Reste la solitude du dirigeant. « J’avais envie d’échanger, de challenger mes idées, de travailler avec des gens meilleurs que moi », confie-t-elle. Le rapprochement avec Gallimard s’est alors imposé comme une évidence. Connaissances de longue date, valeurs communes, respect mutuel : la vente du fonds de commerce (marque, stock, catalogue, contrats d’auteurs) se fait naturellement. Charlotte rejoint la maison… pour y diriger son label. Soulagement assumé : elle lâche bilans et clôtures pour se reconcentrer sur l’éditorial, tout en se fixant des objectifs clairs.
Cap désormais sur un rythme plus soutenu : une vingtaine de nouveautés par an à partir de 2026 — la cadence qui permet d’« exister » en librairie et de faire vivre un fonds. La ligne reste intacte : imaginer des livres qui donnent envie de lire, toucher, offrir. Parmi les réussites, un imagier géant devenu objet déco autant que cadeau de naissance, vu jusque dans les annonces immobilières — preuve que le livre peut aussi habiter les maisons. Et côté nouveautés, deux manifestes ludiques : Noël à l’envers, fable malicieuse et frugale où la magie opère… à rebours ; et Le livre géant des tout-petits, album-tapis d’éveil pensé pour être posé au sol, exploré des yeux et des mains.

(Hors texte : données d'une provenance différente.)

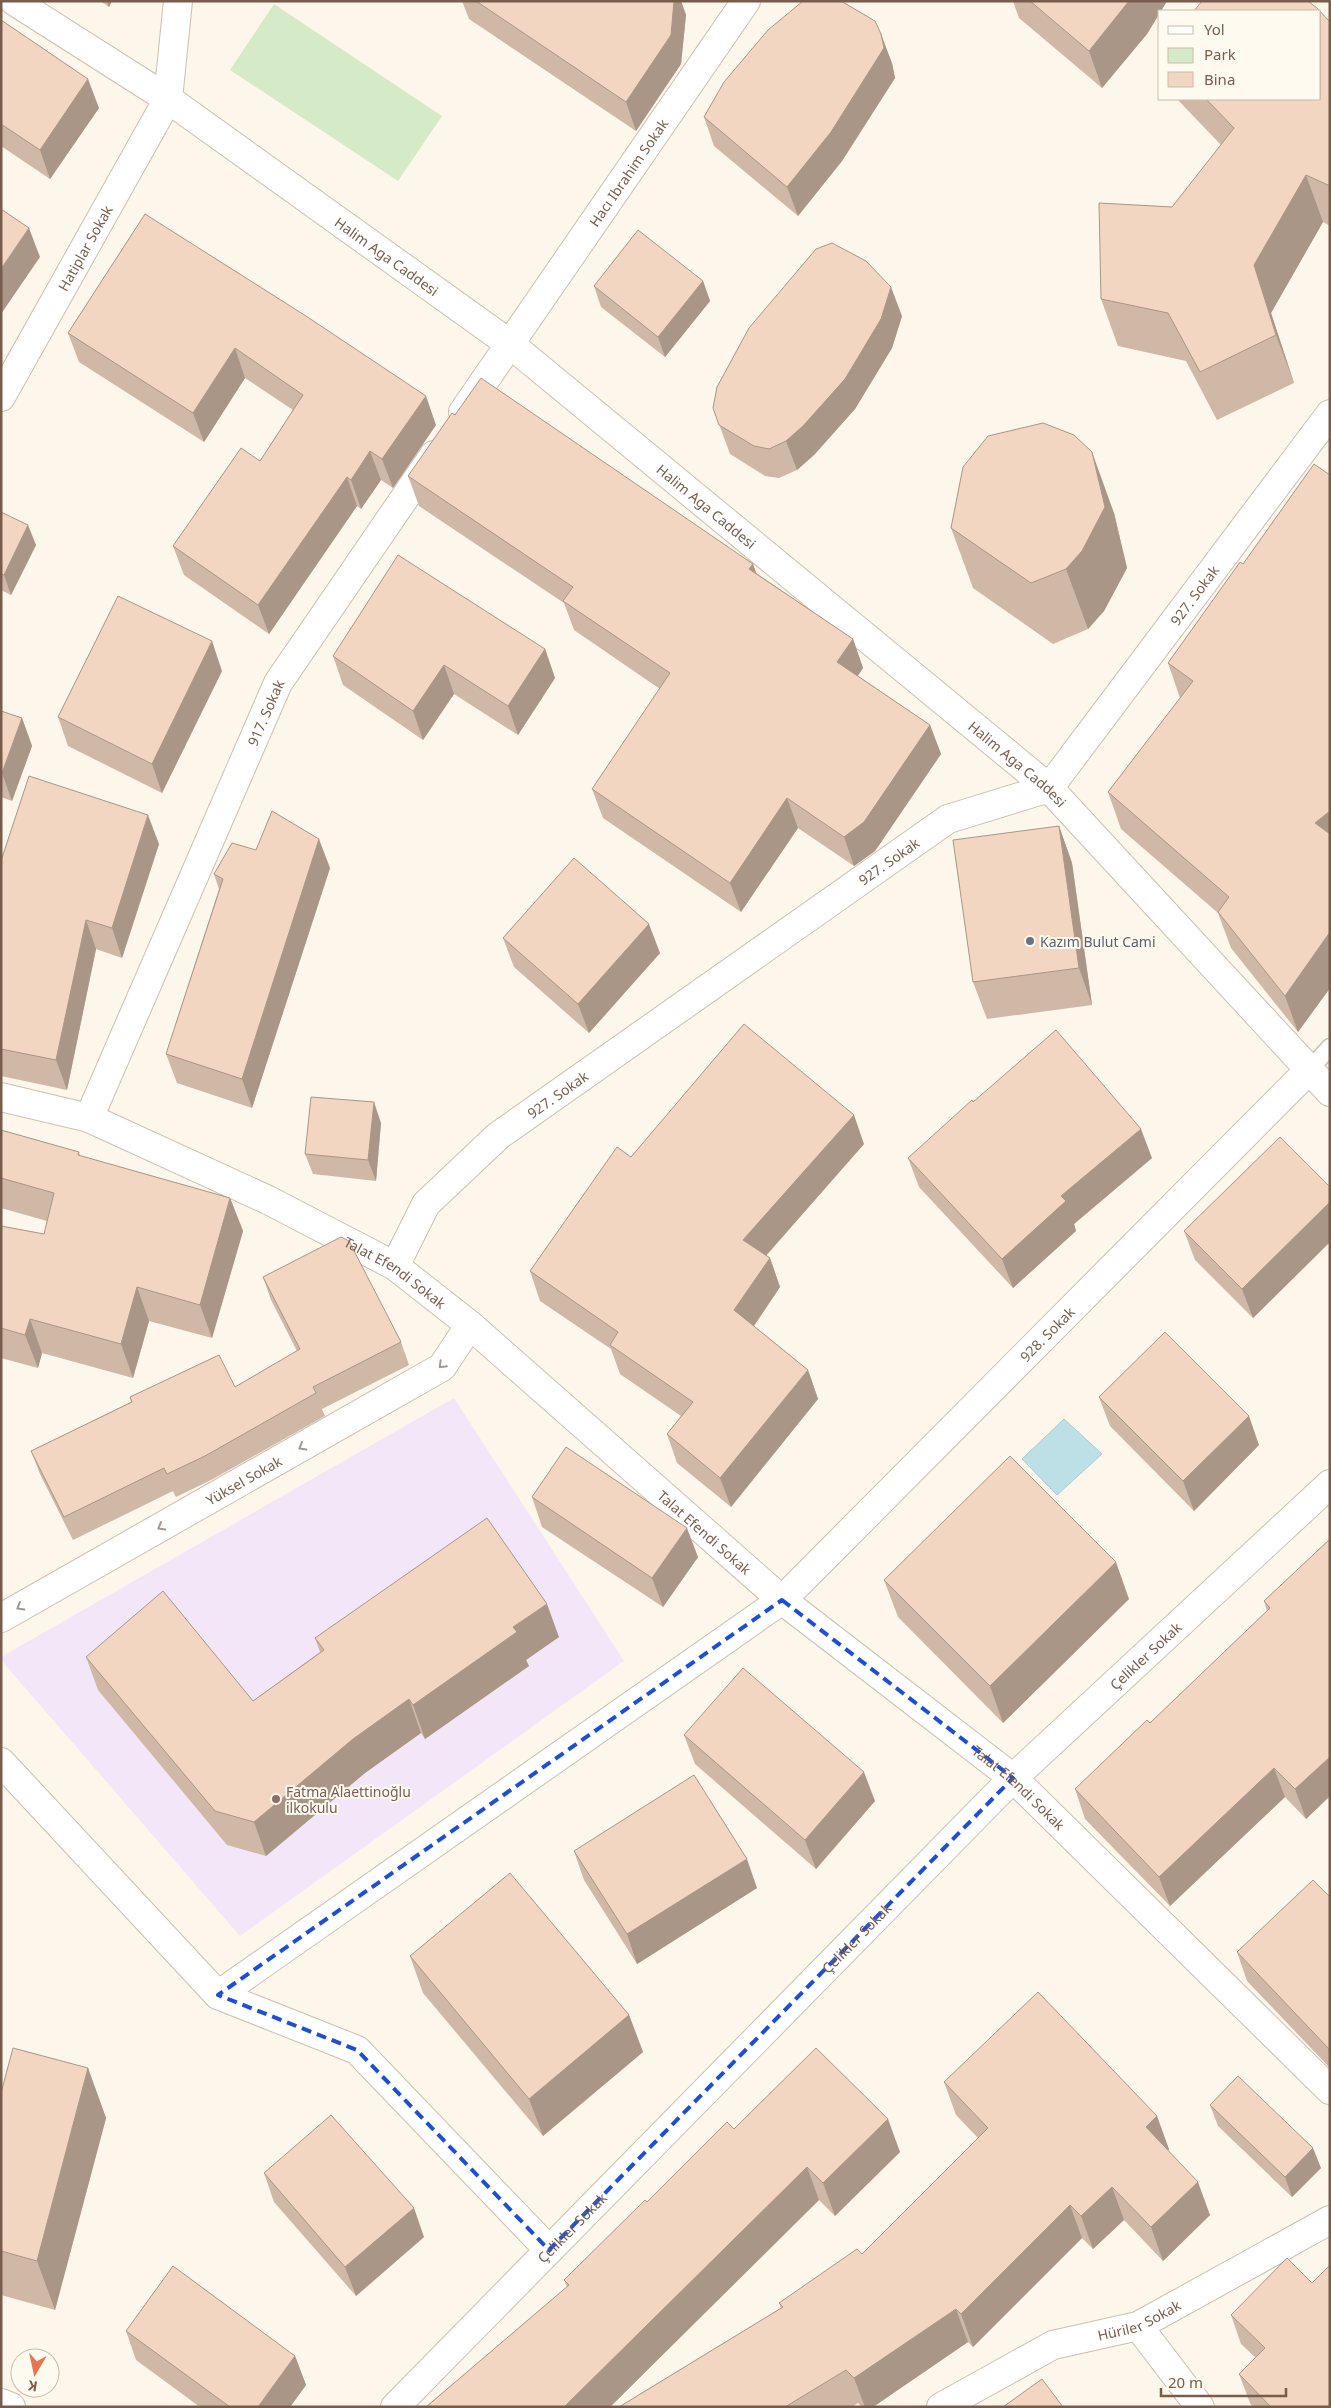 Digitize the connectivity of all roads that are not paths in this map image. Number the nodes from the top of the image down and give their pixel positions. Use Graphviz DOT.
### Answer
graph roads {
  1 [pos="14,1"];
  2 [pos="178,1"];
  3 [pos="746,1"];
  4 [pos="168,99"];
  5 [pos="510,344"];
  6 [pos="1,397"];
  7 [pos="1330,414"];
  8 [pos="1049,788"];
  9 [pos="1330,1047"];
  10 [pos="1310,1069"];
  11 [pos="1330,1092"];
  12 [pos="1,1097"];
  13 [pos="88,1118"];
  14 [pos="395,1266"];
  15 [pos="470,1325"];
  16 [pos="1330,1484"];
  17 [pos="782,1600"];
  18 [pos="1,1618"];
  19 [pos="1,1762"];
  20 [pos="1013,1778"];
  21 [pos="218,1995"];
  22 [pos="1330,2090"];
  23 [pos="1330,2220"];
  24 [pos="550,2250"];
  25 [pos="1138,2326"];
  26 [pos="1,2403"];
  27 [pos="11,2407"];
  28 [pos="395,2407"];
  29 [pos="942,2407"];
  30 [pos="1200,2407"];
  1 -- 4 [label="street, Halim Aga Caddesi"];
  2 -- 4 [label="street"];
  3 -- 5 [label="street, Hacı Ibrahim Sokak"];
  4 -- 5 [label="street, Halim Aga Caddesi"];
  4 -- 6 [label="street, Hatiplar Sokak"];
  5 -- 8 [label="street, Halim Aga Caddesi"];
  5 -- 13 [label="street, 917. Sokak"];
  7 -- 8 [label="street, 927. Sokak"];
  8 -- 10 [label="street, Halim Aga Caddesi"];
  8 -- 14 [label="street, 927. Sokak"];
  9 -- 10 [label="lane"];
  10 -- 11 [label="street, Halim Aga Caddesi"];
  10 -- 17 [label="street, 928. Sokak"];
  12 -- 13 [label="street, Talat Efendi Sokak"];
  13 -- 14 [label="street, Talat Efendi Sokak"];
  14 -- 15 [label="street, Talat Efendi Sokak"];
  15 -- 17 [label="street, Talat Efendi Sokak"];
  15 -- 18 [label="street, Yüksel Sokak, one-way"];
  16 -- 20 [label="street, Çelikler Sokak"];
  17 -- 20 [label="street, Talat Efendi Sokak"];
  17 -- 21 [label="street, 928. Sokak"];
  19 -- 21 [label="street"];
  20 -- 22 [label="street, Talat Efendi Sokak"];
  20 -- 24 [label="street, Çelikler Sokak"];
  21 -- 24 [label="street"];
  23 -- 25 [label="street, Hüriler Sokak"];
  24 -- 28 [label="street, Çelikler Sokak"];
  25 -- 29 [label="street, Hüriler Sokak"];
  25 -- 30 [label="street"];
  26 -- 27 [label="street"];
} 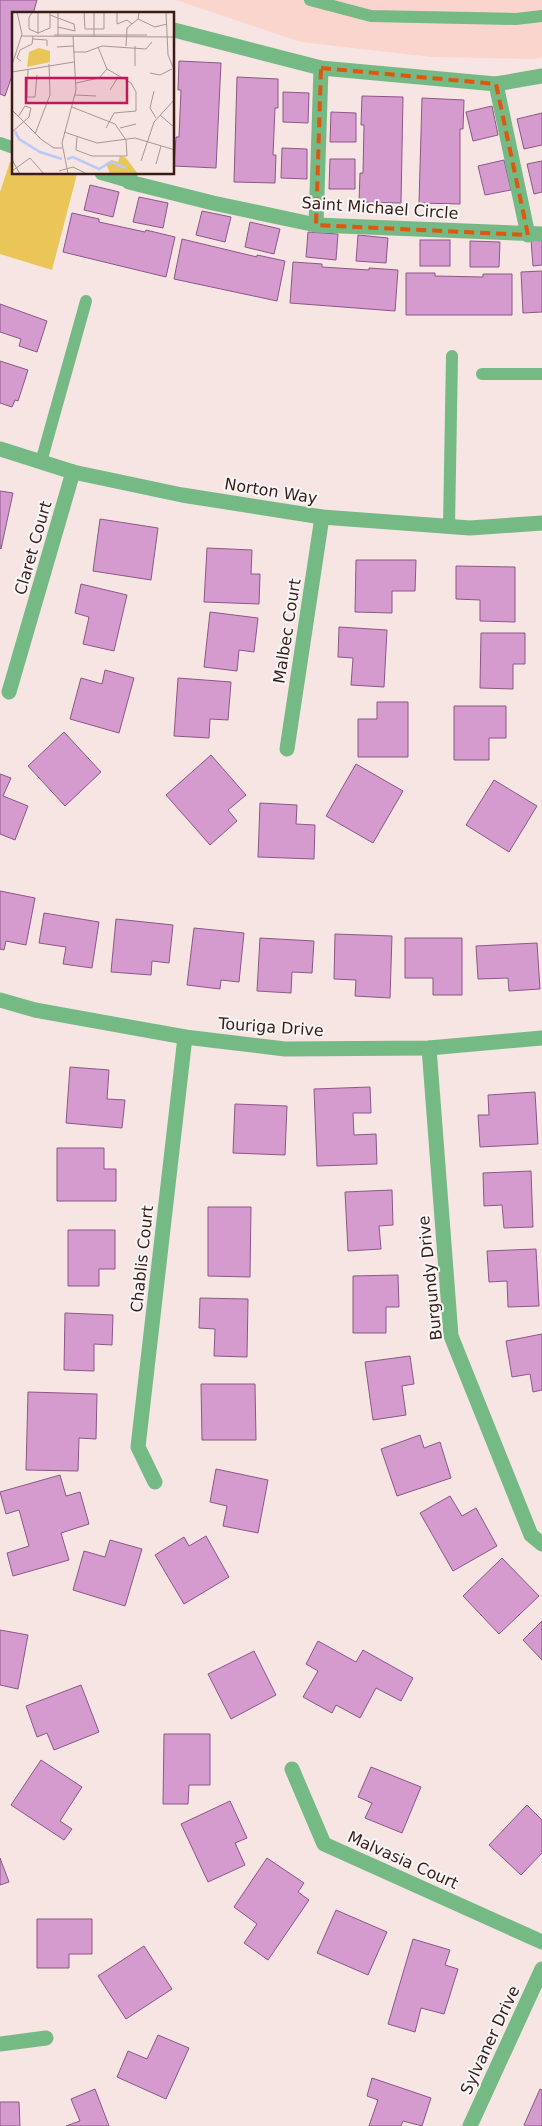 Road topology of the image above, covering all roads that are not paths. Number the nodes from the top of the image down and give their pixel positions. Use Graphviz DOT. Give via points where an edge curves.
graph roads {
  1 [pos="310,0"];
  2 [pos="542,16"];
  3 [pos="175,30"];
  4 [pos="321,68"];
  5 [pos="542,76"];
  6 [pos="496,84"];
  7 [pos="108,175"];
  8 [pos="130,178"];
  9 [pos="316,225"];
  10 [pos="535,234"];
  11 [pos="86,302"];
  12 [pos="452,356"];
  13 [pos="482,374"];
  14 [pos="542,374"];
  15 [pos="0,449"];
  16 [pos="41,462"];
  17 [pos="74,472"];
  18 [pos="322,517"];
  19 [pos="542,523"];
  20 [pos="449,526"];
  21 [pos="9,692"];
  22 [pos="287,749"];
  23 [pos="0,1000"];
  24 [pos="185,1037"];
  25 [pos="542,1038"];
  26 [pos="429,1048"];
  27 [pos="154,1482"];
  28 [pos="542,1544"];
  29 [pos="292,1770"];
  30 [pos="542,1942"];
  31 [pos="542,1968"];
  32 [pos="46,2038"];
  33 [pos="0,2044"];
  34 [pos="470,2126"];
  1 -- 2 [label="lane" via="371,16 516,19"];
  3 -- 4 [label="street"];
  4 -- 6 [label="street"];
  4 -- 9 [label="street"];
  5 -- 6 [label="street"];
  6 -- 10 [label="street"];
  7 -- 8 [label="lane, Saint Michael Circle"];
  8 -- 9 [label="street, Saint Michael Circle" via="213,203"];
  9 -- 10 [label="street, Saint Michael Circle"];
  11 -- 16 [label="lane"];
  12 -- 20 [label="lane"];
  13 -- 14 [label="lane"];
  15 -- 16 [label="street, Norton Way"];
  16 -- 17 [label="street, Norton Way"];
  17 -- 18 [label="street, Norton Way" via="182,495"];
  17 -- 21 [label="street, Claret Court"];
  18 -- 20 [label="street, Norton Way"];
  18 -- 22 [label="street, Malbec Court"];
  19 -- 20 [label="street, Norton Way" via="470,528"];
  23 -- 24 [label="street, Touriga Drive" via="35,1010"];
  24 -- 26 [label="street, Touriga Drive" via="284,1049"];
  24 -- 27 [label="street, Chablis Court" via="138,1447"];
  25 -- 26 [label="street, Touriga Drive"];
  26 -- 28 [label="street, Burgundy Drive" via="451,1336 531,1535"];
  29 -- 30 [label="street, Malvasia Court" via="324,1844"];
  31 -- 34 [label="street, Sylvaner Drive"];
  32 -- 33 [label="street"];
}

Au fil de l’entretien, affleure une boussole personnelle : le sens, l’esthétique, la transmission. Celle qui se disait « rêveuse » à HEC a bâti une entreprise précise, rentable, exportatrice, puis a choisi la force du collectif. Entre Nantes et Paris, entre studio graphique et salles de réunion, Charlotte continue de défendre une idée simple et contagieuse : le livre jeunesse est un objet puissant. Donnez-lui du soin, de l’audace, une belle place dans le salon — et il trouvera le chemin des enfants.
Trois enfants à la maison (Joachim, Maya et Vitalie), des lecteurs-testeurs peu scrupuleux, et toujours cette élégance d’entrepreneure : prendre le réel tel qu’il est, l’améliorer par petites touches, et l’inviter à grandir. L’enfance n’est pas un marché comme un autre ; chez Marcel & Joachim, c’est un territoire de création. Et désormais, une aventure qui continue sous pavillon Gallimard, avec la même promesse qu’à l’époque du BDE : ça va le faire.